Still, nobody should be collecting a pension before 60ish years old.
However, expecting the taxpayers to fund a pension at 70% of ones salary is foolish.
Take a look at what private sector companies offer. Why should we pay you any more than that? We don’t get that for ourselves – why should we provide it for you?
This is a place, I think, where it’s possible to point out that proposals for switching over to 401(k) style plans aren’t intended to be punititive. In a 401(k) system, where you deposit your money into your account AND get a match from the city right away, the problems unfilfilled promises (don’t take IOUs from David Cicilline) and of passing burdens from generation to generation are greatly reduced.
Then I’d take the change a step further — for everyone, not just public employees. Where there is now an age-based yes-no switch on when you can begin withdrawing funds from retirement accounts, implement a sliding tax-rate instead. Simple example: After age 62, all withdrawals are tax-free. Between 52 and 62, you pay normal income tax on withdrawals. Before 52, you pay 1.5 x normal income tax, or something like that.
This system could accomodate the firefighter who wants to work late into his career (Tom), the EMS officer who wants to try a second career (Michael) and the young guy starting out, who will want to try a variety of different jobs (Mangeek).
“switching over to 401(k) style plans aren’t intended to be punititive.”
I know, but my guess is that about 50% of the population, more in left-leaning areas, thinks that 401k/403b plans are ‘a scam’.

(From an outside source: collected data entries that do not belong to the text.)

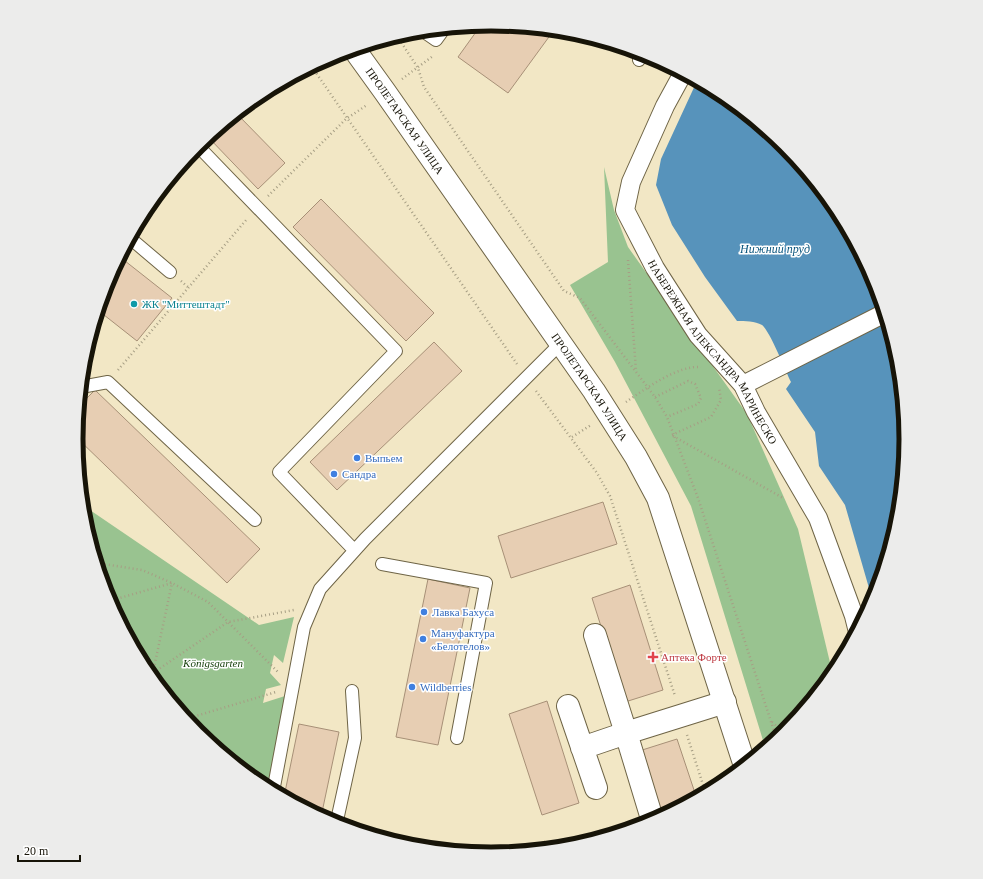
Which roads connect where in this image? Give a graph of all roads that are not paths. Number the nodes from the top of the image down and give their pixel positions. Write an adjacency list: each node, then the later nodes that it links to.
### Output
1 (440, 34): 2 (lane)
2 (430, 36)
3 (357, 54): 9 (main road, ПРОЛЕТАРСКАЯ УЛИЦА)
4 (680, 78): 10 (street, НАБЕРЕЖНАЯ АЛЕКСАНДРА МАРИНЕСКО)
5 (203, 151): 13 (lane)
6 (134, 242): 7 (lane)
7 (170, 272)
8 (880, 315): 10 (street)
9 (561, 343): 13 (lane); 18 (main road, ПРОЛЕТАРСКАЯ УЛИЦА)
10 (743, 385): 15 (street, НАБЕРЕЖНАЯ АЛЕКСАНДРА МАРИНЕСКО)
11 (86, 386): 12 (lane)
12 (255, 520)
13 (354, 550): 24 (lane)
14 (382, 564): 21 (lane)
15 (856, 624)
16 (595, 635): 20 (main road)
17 (352, 691): 27 (lane)
18 (725, 702): 20 (main road); 23 (main road, ПРОЛЕТАРСКАЯ УЛИЦА)
19 (568, 706): 22 (main road)
20 (626, 733): 22 (main road); 26 (main road)
21 (457, 738)
22 (582, 748): 25 (main road)
23 (743, 761)
24 (274, 785)
25 (596, 788)
26 (650, 816)
27 (337, 818)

I can say for certain that if I was a firefighter, I’d much rather contribute 11% and get an 11% match (unheard of in the private sector) that I had property rights and investment choices with than rely on the good-faith of politicians.
Tom Kenney – You will know truth if it first offends you. Could it be that your beloved union isn’t as wonderful and benevolent as you had been led to believe over 30 years? How many more RI cities have to go bankrupt before you can accept that we were right all along? Your entire argument seems to be that the city hasn’t been making all of its contributions – sad, but irrelevant. There is a structural deficit, not a one-time shortfall. And where do you think all that money went in the first place, Neverland? To your pay raises, benefits, etc. The whole system is an unsustainable scam any way you slice it and the politicians are only guilty of wallpapering over the ugly reality your union created for its own benefit.
Unionized/heavily Democrat/tax-happy Rhode Island is #50 for business right now. Why do you honestly think that is? Have you even given it a moment’s thought? Right-to-work Virginia, where I chose to move (for its low taxes), is #1. You think I’m irrelevant because I left the state, but you’re wrong. The question you should be asking but aren’t is why Rhode Island is hemorrhaging capable young professionals like myself. Again, it’s totally unsustainable.
Don’t kid yourself, Tom. All you do here is harden your opponents against you. And this vision that you hold of yourself as the caped crusader is delusional and counterproductive. Do you know what the observer sees? A red-faced fireman raging and arguing against those who are forced to pay his salary and telling them that their opinions don’t matter. A little graciousness and humility from you would go a long way, but that’s not part of the union playbook.
“The question you should be asking but aren’t is why Rhode Island is hemorrhaging capable young professionals like myself.”
Periodically our State suffers with cramps and pains and discharges blood and clots. And then feels better.
Laugh it up, Phil. Rhode Island needed my business and tax dollars. Apparently this is all just a giant joke to you, including the people losing their homes and jobs. I and the other young professionals are never coming back. Rhode Island is already in an unrecoverable state of economic brain death. All that’s left now is to remove Federal life support and your starving little commune experiment will be no more.
“I and the other young professionals are never coming back.”
I’m glad to hear this in your case. But can you really presume to speak for others? What a childish self absorbed creature you are.